Calder et al. [1] also suggest that further increase the effectiveness of the BTB can further be increased by only storing `taken' branches in the BTB. If a branch is not in the BTB and it is "not taken," it need not entered in the BTB. If the `not taken' branch is already in the BTB, the prediction information is updated, but the LRU reference information is not - thus, `not taken' branches will be displaced more frequently than `taken' branches.
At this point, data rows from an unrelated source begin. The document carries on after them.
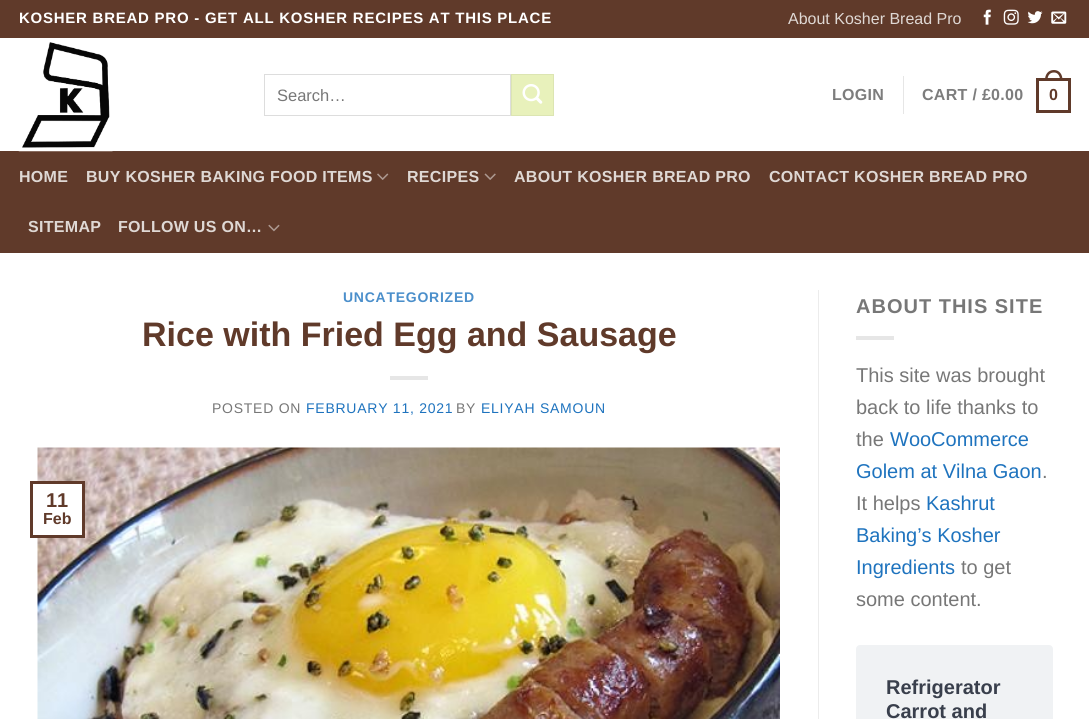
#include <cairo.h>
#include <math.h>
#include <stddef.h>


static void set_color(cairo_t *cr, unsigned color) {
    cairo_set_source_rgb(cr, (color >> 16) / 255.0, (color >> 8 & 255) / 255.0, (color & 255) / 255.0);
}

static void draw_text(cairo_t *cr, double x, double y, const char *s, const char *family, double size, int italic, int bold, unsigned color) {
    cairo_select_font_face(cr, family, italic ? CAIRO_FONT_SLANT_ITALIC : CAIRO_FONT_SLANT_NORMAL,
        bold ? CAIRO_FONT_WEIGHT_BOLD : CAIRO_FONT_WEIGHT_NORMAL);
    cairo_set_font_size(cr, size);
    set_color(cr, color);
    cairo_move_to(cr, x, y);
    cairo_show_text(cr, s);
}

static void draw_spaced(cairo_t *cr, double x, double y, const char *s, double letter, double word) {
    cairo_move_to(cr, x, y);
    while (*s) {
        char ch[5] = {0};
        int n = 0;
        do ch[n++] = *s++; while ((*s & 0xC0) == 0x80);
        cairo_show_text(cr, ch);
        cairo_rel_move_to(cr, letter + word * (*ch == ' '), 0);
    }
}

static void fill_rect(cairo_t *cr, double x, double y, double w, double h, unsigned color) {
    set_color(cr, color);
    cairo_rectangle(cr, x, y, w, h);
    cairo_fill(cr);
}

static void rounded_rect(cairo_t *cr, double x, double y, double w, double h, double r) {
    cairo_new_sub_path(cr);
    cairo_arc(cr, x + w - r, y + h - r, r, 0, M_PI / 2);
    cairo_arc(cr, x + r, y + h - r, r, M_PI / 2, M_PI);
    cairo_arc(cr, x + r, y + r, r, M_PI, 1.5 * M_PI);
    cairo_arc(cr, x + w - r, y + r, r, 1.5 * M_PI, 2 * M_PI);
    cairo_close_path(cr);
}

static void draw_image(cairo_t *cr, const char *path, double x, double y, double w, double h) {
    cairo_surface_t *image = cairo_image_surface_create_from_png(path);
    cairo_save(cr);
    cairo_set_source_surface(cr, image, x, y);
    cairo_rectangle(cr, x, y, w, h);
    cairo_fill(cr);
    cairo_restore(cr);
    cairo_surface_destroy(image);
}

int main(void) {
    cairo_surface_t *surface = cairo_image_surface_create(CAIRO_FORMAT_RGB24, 1089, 719);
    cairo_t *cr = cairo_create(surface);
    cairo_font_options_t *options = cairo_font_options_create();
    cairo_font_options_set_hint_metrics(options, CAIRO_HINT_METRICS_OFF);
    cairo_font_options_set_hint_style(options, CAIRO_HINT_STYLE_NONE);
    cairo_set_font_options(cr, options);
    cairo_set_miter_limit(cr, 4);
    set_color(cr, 0xFFFFFF);
    cairo_paint(cr);
    fill_rect(cr, 0, 0, 1089, 38, 0x603A2A);
    cairo_select_font_face(cr, "Liberation Sans", CAIRO_FONT_SLANT_NORMAL, CAIRO_FONT_WEIGHT_BOLD);
    cairo_set_font_size(cr, 15);
    set_color(cr, 0xFFFFFF);
    draw_spaced(cr, 19, 23, "KOSHER BREAD PRO - GET ALL KOSHER RECIPES AT THIS PLACE", 0.75, 0);
    draw_text(cr, 788, 24, "About Kosher Bread Pro", "Liberation Sans", 16, 0, 0, 0xDFD8D4);
    draw_image(cr, "assets/img1.png", 983, 9, 8, 16);
    draw_image(cr, "assets/img2.png", 1003, 9, 16, 16);
    draw_image(cr, "assets/img3.png", 1027, 11, 16, 13);
    draw_image(cr, "assets/img4.png", 1051, 11, 16, 13);
    fill_rect(cr, 0, 151, 1089, 102, 0x603A2A);
    draw_image(cr, "assets/img5.png", 18, 42, 95, 110);
    cairo_rectangle(cr, 264.5, 74.5, 246, 41);
    set_color(cr, 0xDDDDDD);
    cairo_set_line_width(cr, 1);
    cairo_stroke(cr);
    draw_text(cr, 277, 101, "Search…", "Liberation Sans", 16.5, 0, 0, 0x777777);
    set_color(cr, 0xE8F1BB);
    cairo_rectangle(cr, 511.5, 74.5, 42, 41);
    cairo_fill_preserve(cr);
    set_color(cr, 0xDCE5B2);
    cairo_stroke(cr);
    draw_image(cr, "assets/img6.png", 522, 84, 21, 20);
    cairo_select_font_face(cr, "Liberation Sans", CAIRO_FONT_SLANT_NORMAL, CAIRO_FONT_WEIGHT_BOLD);
    cairo_set_font_size(cr, 16);
    set_color(cr, 0x7D7D7D);
    draw_spaced(cr, 832, 100, "LOGIN", 0.3, 0);
    fill_rect(cr, 903, 76, 1, 38, 0xE6E6E6);
    set_color(cr, 0x7D7D7D);
    draw_spaced(cr, 922, 100, "CART / £0.00", 0.3, 0);
    cairo_rectangle(cr, 1037.5, 79.5, 32, 32);
    set_color(cr, 0x603A2A);
    cairo_set_line_width(cr, 3);
    cairo_stroke(cr);
    cairo_set_fill_rule(cr, CAIRO_FILL_RULE_EVEN_ODD);
    cairo_new_path(cr);
    cairo_move_to(cr, 1054, 70);
    cairo_curve_to(cr, 1059.5, 70, 1062.5, 74.5, 1062.5, 80);
    cairo_line_to(cr, 1045, 80);
    cairo_curve_to(cr, 1045, 74.5, 1048, 70, 1054, 70);
    cairo_close_path(cr);
    cairo_move_to(cr, 1054, 72.5);
    cairo_curve_to(cr, 1058, 72.5, 1060, 76, 1060, 80);
    cairo_line_to(cr, 1047.5, 80);
    cairo_curve_to(cr, 1047.5, 76, 1049.5, 72.5, 1054, 72.5);
    cairo_close_path(cr);
    cairo_fill(cr);
    draw_spaced(cr, 1049, 100, "0", 0.3, 0);
    cairo_set_source_rgba(cr, 0.467, 0.467, 0.467, 0.1);
    cairo_rectangle(cr, 112, 151, 959, 1);
    cairo_fill(cr);
    set_color(cr, 0xDFD8D4);
    draw_spaced(cr, 19, 182, "HOME", 0.3, 0);
    draw_spaced(cr, 86, 182, "BUY KOSHER BAKING FOOD ITEMS", 0.3, 0);
    draw_image(cr, "assets/img7.png", 377, 173, 12, 7);
    draw_spaced(cr, 407, 182, "RECIPES", 0.3, 0);
    draw_image(cr, "assets/img8.png", 484, 173, 12, 7);
    draw_spaced(cr, 514, 182, "ABOUT KOSHER BREAD PRO", 0.3, 0);
    draw_spaced(cr, 769, 182, "CONTACT KOSHER BREAD PRO", 0.3, 0);
    draw_spaced(cr, 28, 232, "SITEMAP", 0.3, 0);
    draw_spaced(cr, 118, 232, "FOLLOW US ON…", 0.3, 0);
    draw_image(cr, "assets/img9.png", 268, 224, 12, 8);
    cairo_set_font_size(cr, 14);
    set_color(cr, 0x4B8FCB);
    draw_spaced(cr, 343, 302, "UNCATEGORIZED", 0.75, 0);
    draw_text(cr, 142, 346, "Rice with Fried Egg and Sausage", "Liberation Sans", 34, 0, 1, 0x603A2A);
    fill_rect(cr, 390, 376, 38, 4, 0xE6E6E6);
    cairo_select_font_face(cr, "Liberation Sans", CAIRO_FONT_SLANT_NORMAL, CAIRO_FONT_WEIGHT_NORMAL);
    cairo_set_font_size(cr, 14);
    set_color(cr, 0x777777);
    draw_spaced(cr, 212, 413, "POSTED ON", 0.75, 0);
    set_color(cr, 0x1E73BE);
    draw_spaced(cr, 306, 413, "FEBRUARY 11, 2021", 0.75, 0);
    set_color(cr, 0x777777);
    draw_spaced(cr, 456, 413, "BY", 0.75, 0);
    set_color(cr, 0x1E73BE);
    draw_spaced(cr, 481, 413, "ELIYAH SAMOUN", 0.75, 0);
    draw_image(cr, "assets/img10.png", 37, 447, 743, 272);
    fill_rect(cr, 37, 484, 45, 51, 0xFFFFFF);
    cairo_rectangle(cr, 31.5, 482.5, 52, 54);
    set_color(cr, 0x603A2A);
    cairo_stroke(cr);
    draw_text(cr, 46, 507, "11", "Liberation Sans", 20, 0, 1, 0x603A2A);
    draw_text(cr, 43, 524, "Feb", "Liberation Sans", 16, 0, 1, 0x603A2A);
    fill_rect(cr, 818, 290, 1, 429, 0xECECEC);
    cairo_set_font_size(cr, 20);
    set_color(cr, 0x777777);
    draw_spaced(cr, 856, 313, "ABOUT THIS SITE", 1, 0);
    fill_rect(cr, 856, 336, 38, 4, 0xE6E6E6);
    draw_text(cr, 856, 382, "This site was brought", "Liberation Sans", 20, 0, 0, 0x777777);
    draw_text(cr, 856, 414, "back to life thanks to", "Liberation Sans", 20, 0, 0, 0x777777);
    draw_text(cr, 856, 446, "the", "Liberation Sans", 20, 0, 0, 0x777777);
    draw_text(cr, 890, 446, "WooCommerce", "Liberation Sans", 20, 0, 0, 0x1E73BE);
    draw_text(cr, 856, 478, "Golem at Vilna Gaon", "Liberation Sans", 20, 0, 0, 0x1E73BE);
    draw_text(cr, 1042, 478, ".", "Liberation Sans", 20, 0, 0, 0x777777);
    draw_text(cr, 856, 510, "It helps", "Liberation Sans", 20, 0, 0, 0x777777);
    draw_text(cr, 926, 510, "Kashrut", "Liberation Sans", 20, 0, 0, 0x1E73BE);
    draw_text(cr, 856, 542, "Baking’s Kosher", "Liberation Sans", 20, 0, 0, 0x1E73BE);
    draw_text(cr, 856, 574, "Ingredients", "Liberation Sans", 20, 0, 0, 0x1E73BE);
    draw_text(cr, 961, 574, "to get", "Liberation Sans", 20, 0, 0, 0x777777);
    draw_text(cr, 856, 606, "some content.", "Liberation Sans", 20, 0, 0, 0x777777);
    set_color(cr, 0xF0F2F4);
    rounded_rect(cr, 856, 645, 197, 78, 4);
    cairo_fill(cr);
    draw_text(cr, 886, 694, "Refrigerator", "Liberation Sans", 20, 0, 1, 0x393F4C);
    draw_text(cr, 886, 718, "Carrot and", "Liberation Sans", 20, 0, 1, 0x393F4C);
    cairo_surface_write_to_png(surface, "output.png");
    cairo_font_options_destroy(options);
    cairo_destroy(cr);
    cairo_surface_destroy(surface);
    return 0;
}
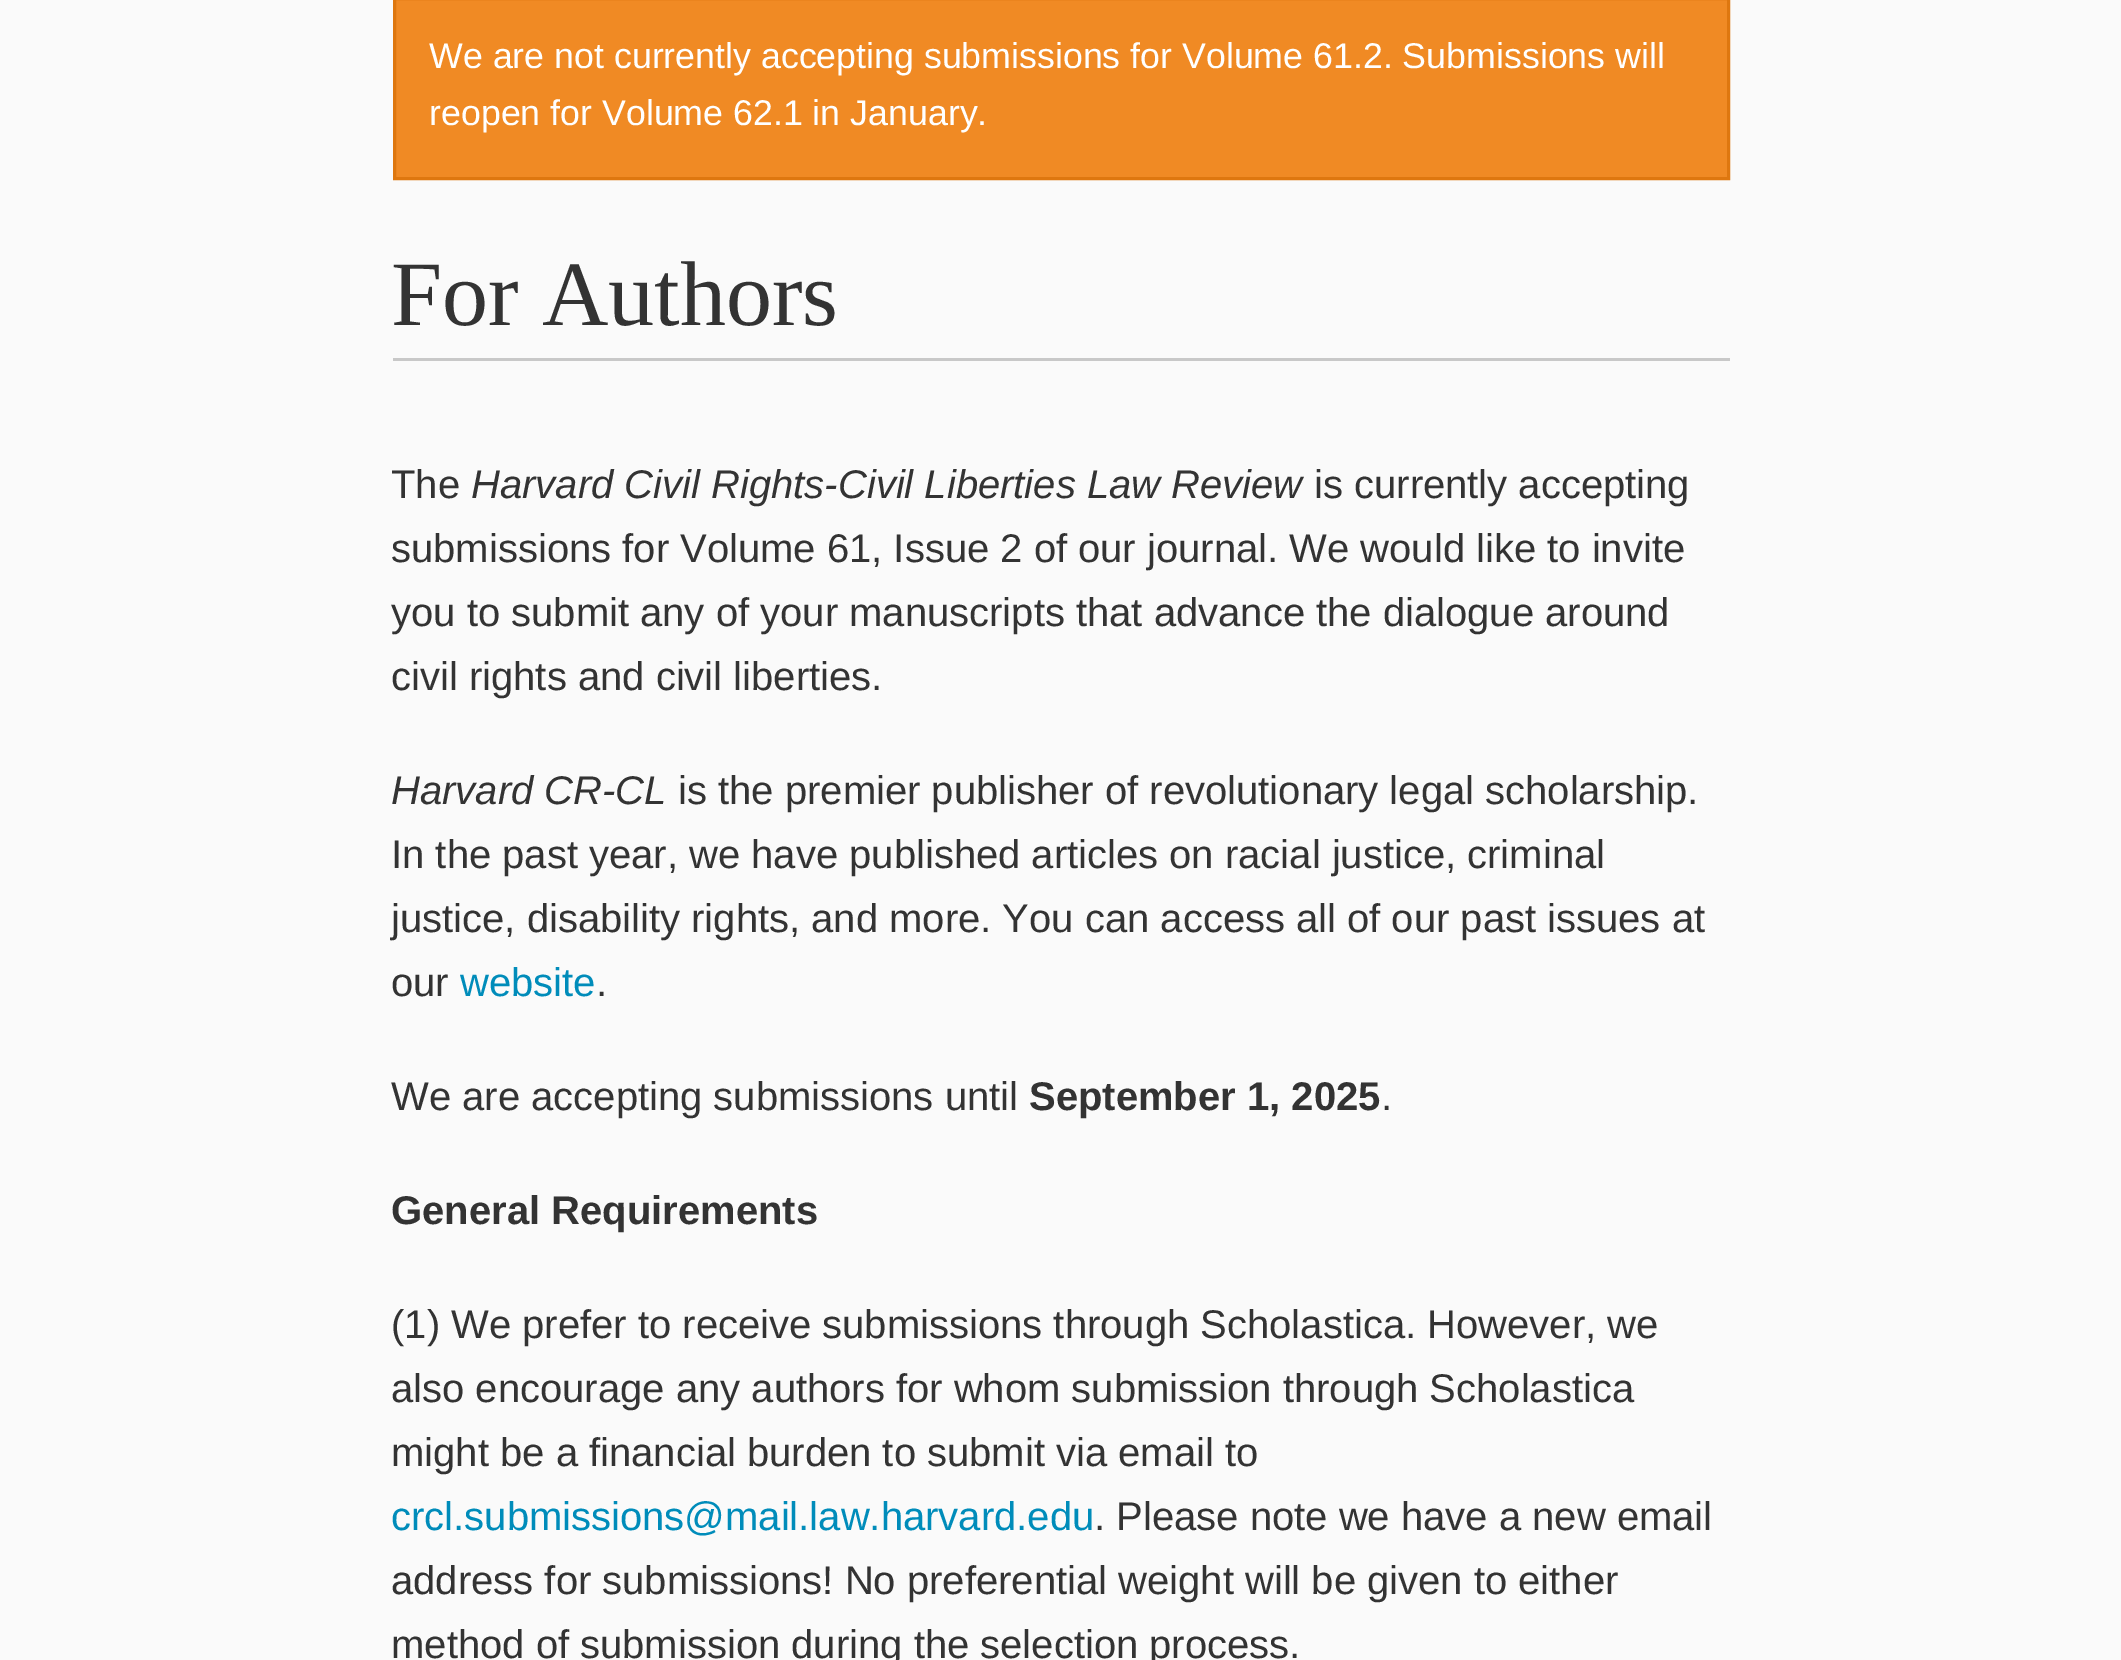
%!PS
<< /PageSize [2121 1660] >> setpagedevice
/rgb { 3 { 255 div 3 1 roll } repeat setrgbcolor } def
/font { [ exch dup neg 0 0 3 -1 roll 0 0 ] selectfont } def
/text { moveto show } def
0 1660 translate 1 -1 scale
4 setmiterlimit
250 250 250 rgb
0 0 2121 1660 rectfill
240 138 36 rgb
394.5 -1.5 moveto 1334 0 rlineto 0 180 rlineto -1334 0 rlineto closepath gsave fill grestore
222 119 15 rgb
3 setlinewidth
stroke
200 200 200 rgb
393 358 1337 3 rectfill
/LiberationSans-Regular 35.75 font
255 255 255 rgb
(We are not currently accepting submissions for Volume 61.2. Submissions will) 429 68 text
(reopen for Volume 62.1 in January.) 429 125 text
/LiberationSerif-Regular 92 font
51 51 51 rgb
(For Authors) 391 325 text
/LiberationSans-Regular 40 font
(The) 391 498 text
/LiberationSans-Italic 40 font
(Harvard Civil Rights-Civil Liberties Law Review) 471 498 text
/LiberationSans-Regular 40 font
(is currently accepting) 1314 498 text
(submissions for Volume 61, Issue 2 of our journal. We would like to invite) 391 562 text
(you to submit any of your manuscripts that advance the dialogue around) 391 626 text
(civil rights and civil liberties.) 391 690 text
/LiberationSans-Italic 40 font
(Harvard CR-CL) 391 804 text
/LiberationSans-Regular 40 font
(is the premier publisher of revolutionary legal scholarship.) 678 804 text
(In the past year, we have published articles on racial justice, criminal) 391 868 text
(justice, disability rights, and more. You can access all of our past issues at) 391 932 text
(our) 391 996 text
0 140 186 rgb
(website) 460 996 text
51 51 51 rgb
(.) 596 996 text
(We are accepting submissions until) 391 1110 text
/LiberationSans-Bold 40 font
(September 1, 2025) 1029 1110 text
/LiberationSans-Regular 40 font
(.) 1381 1110 text
/LiberationSans-Bold 40 font
(General Requirements) 391 1224 text
/LiberationSans-Regular 40 font
(\(1\) We prefer to receive submissions through Scholastica. However, we) 391 1338 text
(also encourage any authors for whom submission through Scholastica) 391 1402 text
(might be a financial burden to submit via email to) 391 1466 text
0 140 186 rgb
(crcl.submissions@mail.law.harvard.edu) 391 1530 text
51 51 51 rgb
(. Please note we have a new email) 1094 1530 text
(address for submissions! No preferential weight will be given to either) 391 1594 text
(method of submission during the selection process.) 391 1658 text
showpage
Taken branches are always entered in the BTB. By not entering fall-through branches, prediction information for other branches is not displaced and `not taken' branches don't really benefit from the BTB, since they fetch the following instruction [1]. If a branch is not found in the BTB, the architecture uses a static prediction mechanism (backwards taken, forward not taken) that is fairly accurate.
Calder et al. [1] also note that storing only branches that violate the static prediction rule may not be a good alternative, because of the increased misfetches in a program with a large number of taken branches. They seemed to have experienced this in such programs like alvinn and eqntott. Calder et al. [1] report more improvement for PAs method than GAg method and explain that with the reasoning that PAs method is more sensitive to capacity misses.
It is to be noted that the Intel Pentium and P6 use this type of allocation for their BTB's and claim to have the best branch prediction accuracy.